▶ **Task**
Reproduce, word for word, the lines in the material below starting with the one that has "ring tip: (127, 89)" and going on through the one that has "pinky tip: (244, 11)". Leave out all pictures.

● ● ●

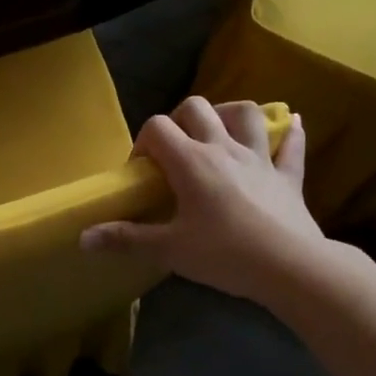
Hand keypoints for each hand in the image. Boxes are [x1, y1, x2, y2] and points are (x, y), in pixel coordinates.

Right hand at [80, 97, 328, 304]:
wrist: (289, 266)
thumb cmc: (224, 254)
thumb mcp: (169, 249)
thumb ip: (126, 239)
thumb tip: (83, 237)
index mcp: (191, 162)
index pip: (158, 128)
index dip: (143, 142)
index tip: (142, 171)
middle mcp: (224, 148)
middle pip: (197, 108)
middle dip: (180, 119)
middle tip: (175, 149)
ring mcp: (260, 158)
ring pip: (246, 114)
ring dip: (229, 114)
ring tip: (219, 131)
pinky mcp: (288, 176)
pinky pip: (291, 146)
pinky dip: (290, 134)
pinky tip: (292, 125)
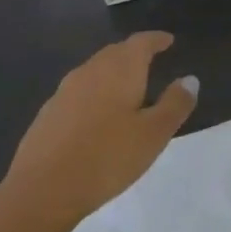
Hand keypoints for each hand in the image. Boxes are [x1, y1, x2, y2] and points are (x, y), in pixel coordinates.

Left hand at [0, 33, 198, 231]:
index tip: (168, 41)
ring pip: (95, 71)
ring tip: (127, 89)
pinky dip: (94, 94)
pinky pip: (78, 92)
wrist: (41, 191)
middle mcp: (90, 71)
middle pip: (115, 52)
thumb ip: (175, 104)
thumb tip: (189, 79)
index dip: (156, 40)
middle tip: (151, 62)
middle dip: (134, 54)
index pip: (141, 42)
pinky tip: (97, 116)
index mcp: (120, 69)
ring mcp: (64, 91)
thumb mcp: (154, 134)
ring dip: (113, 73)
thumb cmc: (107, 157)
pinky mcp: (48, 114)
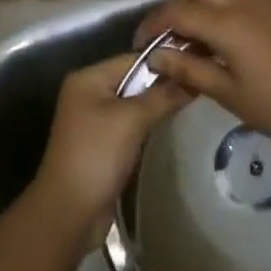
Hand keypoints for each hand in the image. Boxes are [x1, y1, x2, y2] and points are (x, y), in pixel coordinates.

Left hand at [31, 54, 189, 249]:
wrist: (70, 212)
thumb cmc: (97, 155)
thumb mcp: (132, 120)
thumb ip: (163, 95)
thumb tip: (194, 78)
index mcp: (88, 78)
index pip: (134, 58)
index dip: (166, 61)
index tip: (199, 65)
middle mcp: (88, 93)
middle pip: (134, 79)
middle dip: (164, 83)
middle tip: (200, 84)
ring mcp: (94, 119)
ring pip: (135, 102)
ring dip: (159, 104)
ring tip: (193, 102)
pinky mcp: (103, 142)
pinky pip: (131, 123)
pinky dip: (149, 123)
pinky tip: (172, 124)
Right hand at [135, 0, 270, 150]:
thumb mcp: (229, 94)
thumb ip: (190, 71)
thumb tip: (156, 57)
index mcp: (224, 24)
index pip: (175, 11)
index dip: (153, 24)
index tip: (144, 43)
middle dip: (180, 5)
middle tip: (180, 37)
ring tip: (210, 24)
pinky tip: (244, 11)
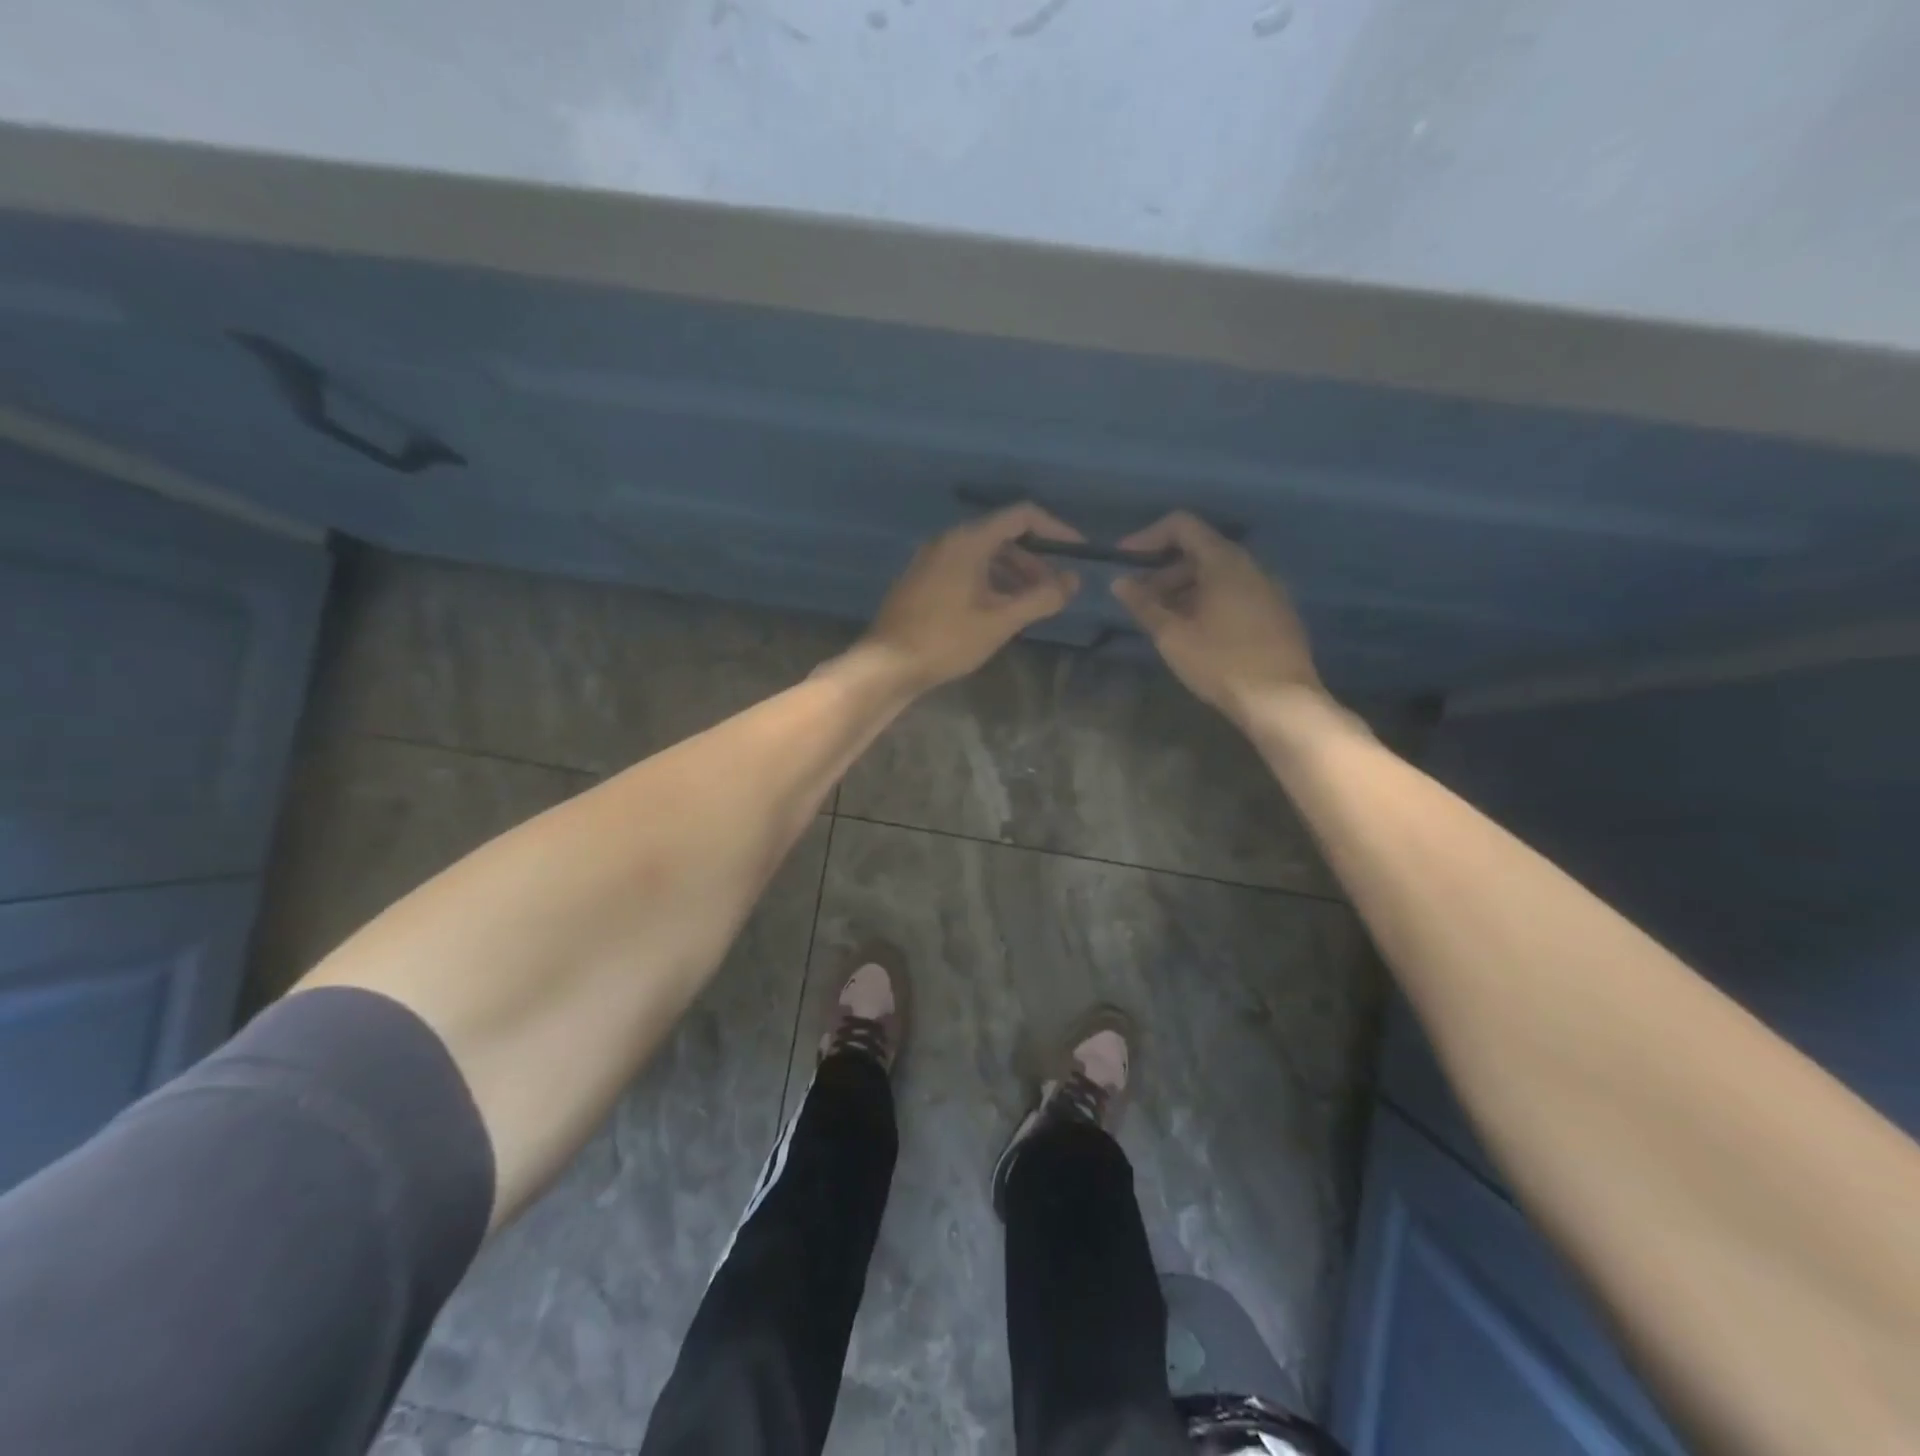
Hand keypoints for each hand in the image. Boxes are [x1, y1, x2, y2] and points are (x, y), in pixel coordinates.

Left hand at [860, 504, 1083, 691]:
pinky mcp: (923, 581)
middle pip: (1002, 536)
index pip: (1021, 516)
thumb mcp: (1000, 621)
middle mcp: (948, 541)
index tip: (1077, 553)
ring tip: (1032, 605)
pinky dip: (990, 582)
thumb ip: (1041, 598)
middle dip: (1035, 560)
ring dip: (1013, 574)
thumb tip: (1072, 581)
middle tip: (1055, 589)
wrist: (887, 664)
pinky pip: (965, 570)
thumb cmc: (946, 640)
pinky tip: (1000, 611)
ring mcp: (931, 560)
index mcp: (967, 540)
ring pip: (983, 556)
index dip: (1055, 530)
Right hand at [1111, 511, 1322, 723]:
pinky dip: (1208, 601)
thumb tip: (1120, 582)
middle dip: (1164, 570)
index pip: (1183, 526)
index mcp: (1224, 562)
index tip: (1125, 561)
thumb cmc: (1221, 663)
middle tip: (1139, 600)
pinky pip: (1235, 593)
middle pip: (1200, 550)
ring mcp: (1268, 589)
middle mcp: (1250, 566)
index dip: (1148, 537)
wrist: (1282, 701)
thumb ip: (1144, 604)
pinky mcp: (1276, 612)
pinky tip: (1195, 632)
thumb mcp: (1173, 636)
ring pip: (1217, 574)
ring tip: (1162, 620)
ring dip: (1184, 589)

● ● ●

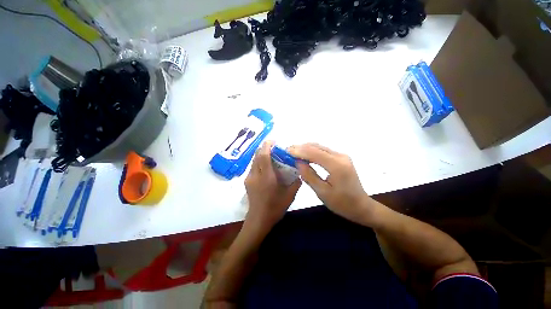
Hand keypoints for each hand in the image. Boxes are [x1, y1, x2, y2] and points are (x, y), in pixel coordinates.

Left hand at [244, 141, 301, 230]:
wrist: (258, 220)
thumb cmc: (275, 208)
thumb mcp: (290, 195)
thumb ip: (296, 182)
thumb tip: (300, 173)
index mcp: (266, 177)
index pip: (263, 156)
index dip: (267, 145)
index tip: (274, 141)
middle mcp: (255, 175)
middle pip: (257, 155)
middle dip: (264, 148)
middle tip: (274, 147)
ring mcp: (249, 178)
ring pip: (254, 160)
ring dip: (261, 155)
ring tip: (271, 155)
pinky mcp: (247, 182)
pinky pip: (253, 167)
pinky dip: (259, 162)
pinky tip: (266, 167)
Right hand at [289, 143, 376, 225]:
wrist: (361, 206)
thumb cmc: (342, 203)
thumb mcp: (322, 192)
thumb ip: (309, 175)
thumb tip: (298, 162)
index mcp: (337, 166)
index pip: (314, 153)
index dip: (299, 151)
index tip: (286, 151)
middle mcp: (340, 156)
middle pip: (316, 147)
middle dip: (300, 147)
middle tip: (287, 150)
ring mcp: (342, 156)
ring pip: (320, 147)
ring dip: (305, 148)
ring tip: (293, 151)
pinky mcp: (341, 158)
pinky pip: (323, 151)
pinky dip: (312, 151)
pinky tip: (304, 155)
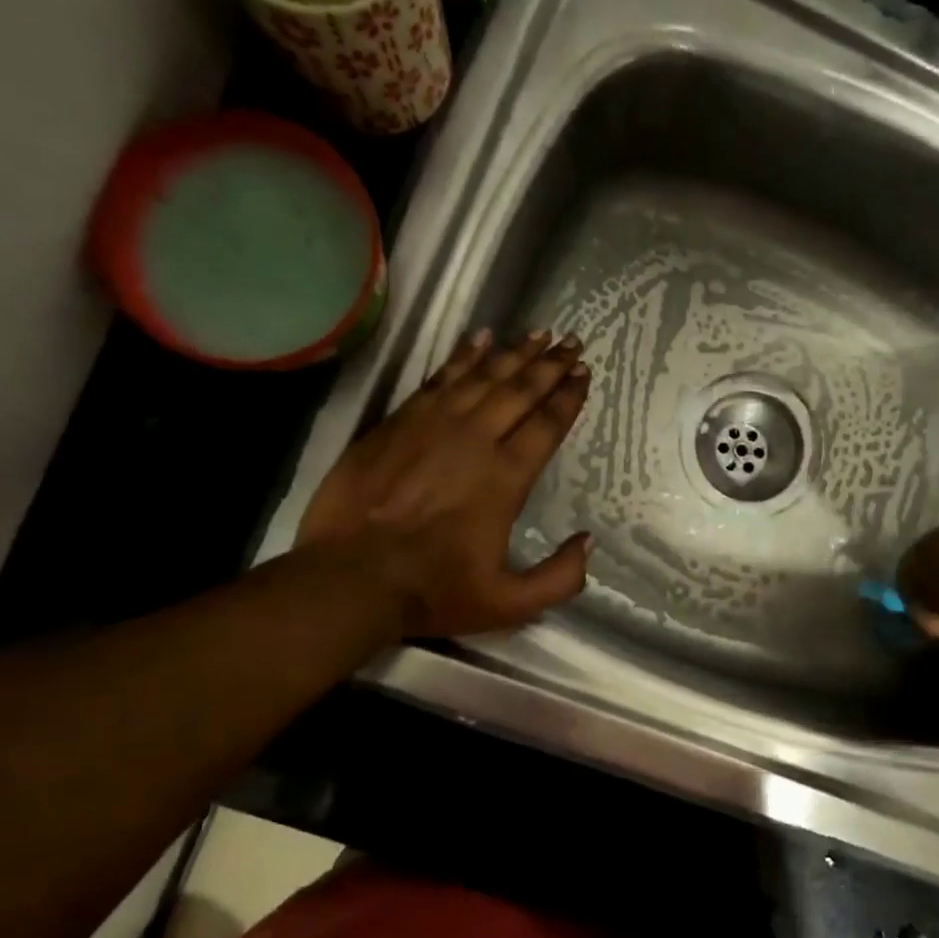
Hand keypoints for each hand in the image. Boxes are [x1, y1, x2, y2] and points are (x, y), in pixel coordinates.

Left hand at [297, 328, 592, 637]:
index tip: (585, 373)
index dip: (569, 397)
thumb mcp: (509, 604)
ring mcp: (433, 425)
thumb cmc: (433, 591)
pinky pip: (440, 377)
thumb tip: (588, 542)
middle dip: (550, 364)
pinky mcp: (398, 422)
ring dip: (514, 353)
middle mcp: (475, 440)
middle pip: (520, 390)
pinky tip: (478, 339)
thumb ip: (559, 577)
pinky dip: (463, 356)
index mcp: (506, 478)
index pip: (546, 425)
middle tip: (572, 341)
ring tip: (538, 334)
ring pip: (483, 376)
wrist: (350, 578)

● ● ●

▶ **Finished exercise**
ring tip: (127, 89)
pinky dip: (94, 94)
pinky pip: (78, 92)
wrist: (41, 191)
middle mcp: (90, 71)
middle pip: (115, 52)
thumb ip: (175, 104)
thumb tip: (189, 79)
index dip: (156, 40)
middle tip: (151, 62)
middle dip: (134, 54)
index pip: (141, 42)
pinky tip: (97, 116)
index mcp: (120, 69)
ring mcp: (64, 91)
thumb mcp: (154, 134)
ring dip: (113, 73)
thumb cmc: (107, 157)
pinky mcp: (48, 114)
Hand keypoints for each hand in the image. Boxes are [x1, y1, x2, y2] and points are (x, y), in pixel coordinates.

Left hand at [31, 54, 189, 249]:
wrist: (70, 212)
thumb cmc: (97, 155)
thumb mcp: (132, 120)
thumb ip: (163, 95)
thumb tip: (194, 78)
index mcp: (88, 78)
index pip: (134, 58)
index dip: (166, 61)
index tip: (199, 65)
middle mcp: (88, 93)
middle pip: (134, 79)
middle dip: (164, 83)
middle tip: (200, 84)
ring mcp: (94, 119)
ring pip: (135, 102)
ring dip: (159, 104)
ring tip: (193, 102)
pinky mcp: (103, 142)
pinky pip: (131, 123)
pinky dip: (149, 123)
pinky tip: (172, 124)
Right hand at [135, 0, 270, 150]:
thumb mcp: (229, 94)
thumb ip: (190, 71)
thumb tip: (156, 57)
index mcp: (224, 24)
index pip: (175, 11)
index dip: (153, 24)
index tip: (144, 43)
middle dip: (180, 5)
middle tip: (180, 37)
ring tip: (210, 24)
pinky tip: (244, 11)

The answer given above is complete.